Selon le quotidien  au service de la morgue, les deux équipes de garde sont harassées par ces mois de pandémie. Chef de service, Victor Mendy vient de noter sur son registre bien tenu, deux cas de décès dans cet après-midi du vendredi 6 août. Patron de ce service depuis le 7 juillet 2020, il n’a jamais vu «autant de morts». Ainsi va la vie imposée par le Covid-19.
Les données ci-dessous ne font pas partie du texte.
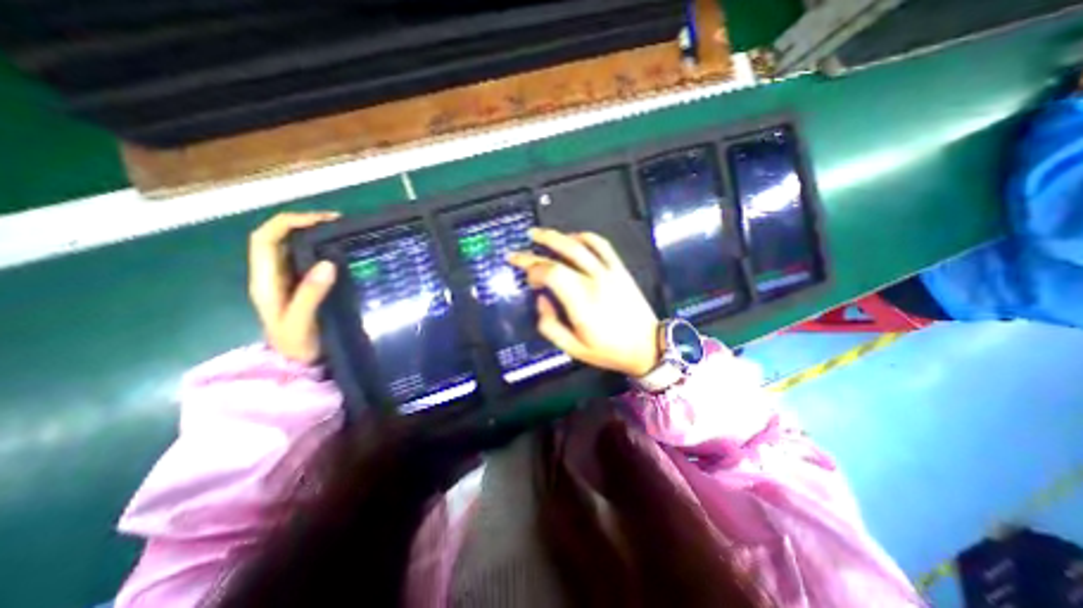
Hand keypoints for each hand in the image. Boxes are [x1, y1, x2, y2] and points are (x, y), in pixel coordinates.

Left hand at [247, 212, 335, 363]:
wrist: (300, 366)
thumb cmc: (298, 348)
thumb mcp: (301, 323)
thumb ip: (310, 295)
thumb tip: (328, 262)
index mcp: (265, 281)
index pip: (265, 239)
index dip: (289, 222)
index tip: (322, 220)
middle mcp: (272, 275)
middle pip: (277, 237)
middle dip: (304, 222)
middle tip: (339, 223)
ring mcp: (287, 281)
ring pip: (292, 246)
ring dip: (314, 234)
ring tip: (343, 232)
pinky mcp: (302, 287)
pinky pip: (308, 260)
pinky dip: (323, 249)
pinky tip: (342, 251)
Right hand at [508, 228, 659, 376]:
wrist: (648, 346)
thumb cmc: (608, 351)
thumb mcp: (573, 349)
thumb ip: (550, 325)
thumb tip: (541, 299)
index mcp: (581, 302)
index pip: (551, 273)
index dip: (533, 270)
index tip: (527, 278)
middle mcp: (595, 281)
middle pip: (562, 253)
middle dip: (536, 249)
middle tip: (519, 249)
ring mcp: (610, 272)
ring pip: (581, 244)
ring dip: (557, 236)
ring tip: (539, 235)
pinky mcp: (620, 269)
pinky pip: (602, 245)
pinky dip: (585, 237)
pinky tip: (573, 238)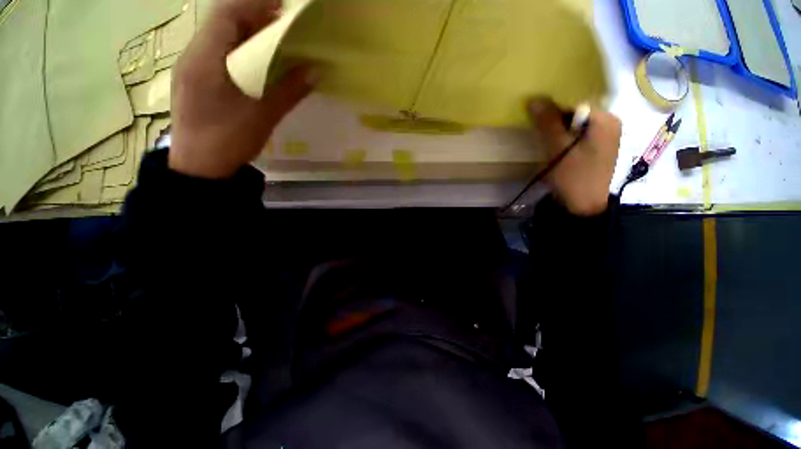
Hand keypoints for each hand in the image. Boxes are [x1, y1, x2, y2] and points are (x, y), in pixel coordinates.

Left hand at [169, 0, 314, 178]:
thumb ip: (289, 90)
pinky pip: (219, 53)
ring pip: (220, 36)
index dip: (255, 3)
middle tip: (285, 24)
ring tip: (276, 40)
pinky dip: (240, 49)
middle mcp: (193, 54)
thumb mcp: (263, 115)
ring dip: (248, 33)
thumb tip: (315, 70)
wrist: (200, 167)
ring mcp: (193, 67)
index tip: (284, 6)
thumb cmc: (228, 140)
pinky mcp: (197, 79)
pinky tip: (258, 61)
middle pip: (223, 21)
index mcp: (205, 58)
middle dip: (255, 16)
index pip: (227, 13)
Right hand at [527, 98, 620, 215]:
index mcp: (605, 120)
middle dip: (557, 116)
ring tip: (543, 134)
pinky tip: (555, 144)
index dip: (554, 106)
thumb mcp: (557, 148)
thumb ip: (548, 122)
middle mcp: (610, 124)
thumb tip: (534, 99)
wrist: (584, 205)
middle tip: (537, 125)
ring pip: (577, 124)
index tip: (536, 114)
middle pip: (578, 111)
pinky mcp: (598, 148)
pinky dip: (566, 136)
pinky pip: (579, 134)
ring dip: (560, 127)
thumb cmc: (573, 176)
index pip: (576, 101)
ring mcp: (605, 137)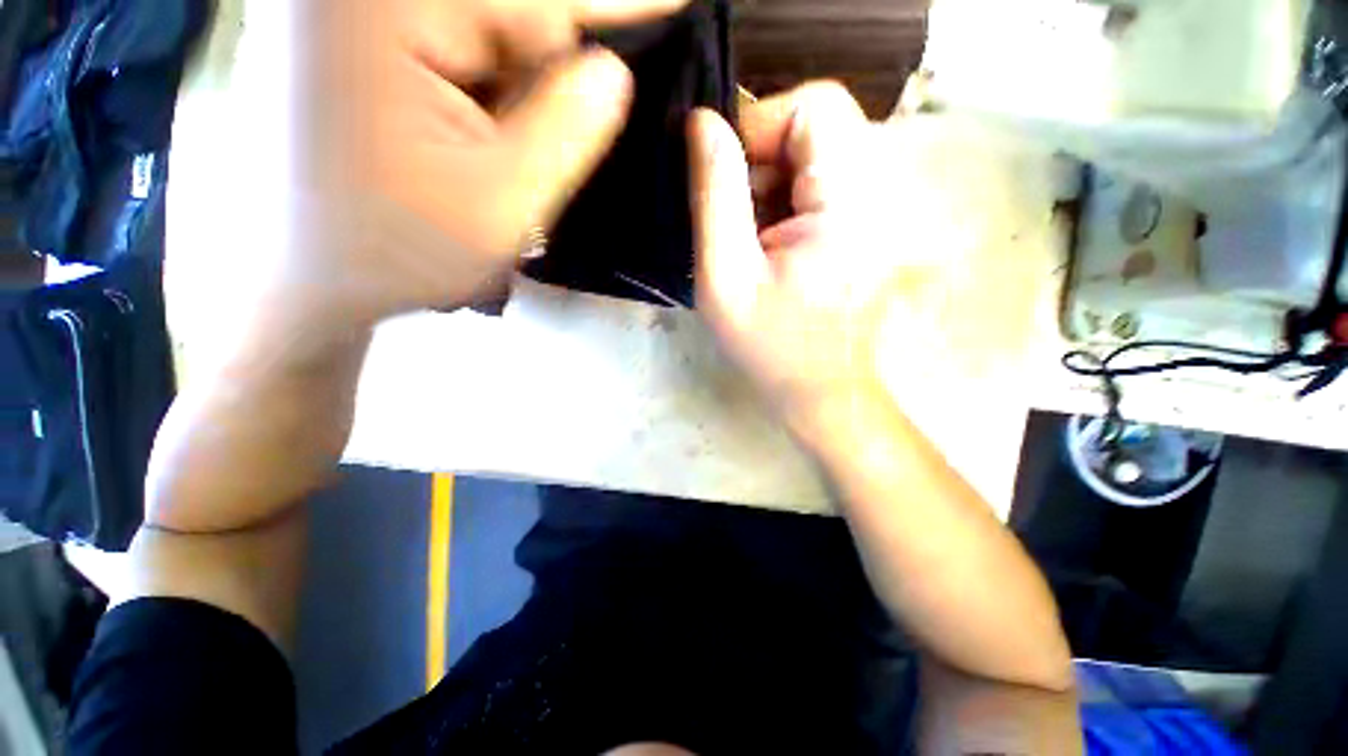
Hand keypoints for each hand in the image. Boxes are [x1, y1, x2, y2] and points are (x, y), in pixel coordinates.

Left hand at [277, 0, 687, 323]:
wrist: (304, 273)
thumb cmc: (397, 251)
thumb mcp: (502, 203)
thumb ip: (567, 128)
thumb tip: (613, 69)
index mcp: (386, 6)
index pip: (537, 0)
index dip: (614, 6)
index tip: (682, 1)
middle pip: (511, 10)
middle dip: (547, 75)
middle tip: (530, 154)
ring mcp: (350, 5)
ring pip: (487, 29)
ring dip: (516, 88)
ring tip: (493, 155)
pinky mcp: (353, 32)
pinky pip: (455, 43)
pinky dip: (489, 87)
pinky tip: (476, 137)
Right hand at [689, 83, 907, 430]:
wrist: (824, 392)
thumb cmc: (772, 346)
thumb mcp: (725, 277)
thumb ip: (714, 196)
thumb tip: (702, 122)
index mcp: (849, 201)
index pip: (814, 106)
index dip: (758, 127)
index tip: (723, 178)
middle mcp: (880, 191)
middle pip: (817, 127)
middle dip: (762, 162)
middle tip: (735, 222)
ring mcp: (881, 208)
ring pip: (817, 155)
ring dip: (771, 186)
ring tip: (751, 242)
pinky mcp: (871, 224)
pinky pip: (823, 183)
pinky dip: (787, 203)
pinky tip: (772, 247)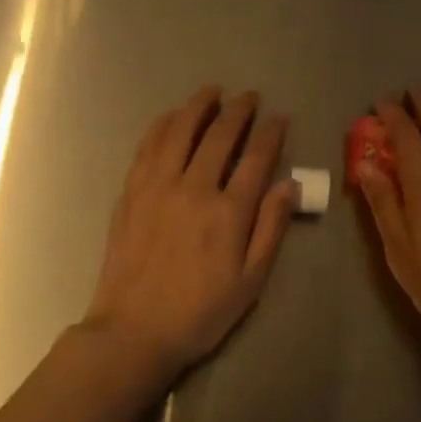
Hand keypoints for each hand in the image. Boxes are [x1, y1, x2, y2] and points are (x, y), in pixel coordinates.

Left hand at [83, 87, 295, 377]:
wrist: (133, 331)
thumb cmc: (200, 312)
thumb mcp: (250, 281)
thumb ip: (271, 229)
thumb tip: (288, 185)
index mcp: (228, 212)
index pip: (256, 159)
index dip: (271, 133)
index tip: (280, 117)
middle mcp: (194, 188)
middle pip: (220, 136)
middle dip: (239, 111)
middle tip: (250, 97)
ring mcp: (158, 187)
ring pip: (181, 132)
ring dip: (199, 106)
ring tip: (212, 91)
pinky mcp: (132, 192)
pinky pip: (148, 147)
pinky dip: (162, 125)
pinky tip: (171, 115)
«Ici toutes les disposition sont prises. Nous avons des équipements de protection. C’est un milieu particulier. Nous avons des agents qui ont été formés pour préparer un mort atteint de Covid-19. Parce que c’est n’est pas donner à tout le monde de pouvoir le faire professionnellement avec tous les risques de contamination. Et c’est géré par le service hygiénique de l’hôpital. Nous avons 20 tiroirs ou casiers pour les corps, tous opérationnels. Ces tiroirs portent des affiches qui montrent qu’il y a un corps à l’intérieur. Et quand il y a un décès, c’est le couloir qui mène directement à la Zone rouge où passent les corps. C’est bien sécurisé.»

 Depuis le début de la maladie, l’hôpital a enregistré plus de 240 décès et reçu plus de 80 patients en difficulté respiratoire. Néanmoins, la structure dispose d’un plateau médical pour assister les patients internés à la  «Zone rouge»  réservée aux patients en formes graves.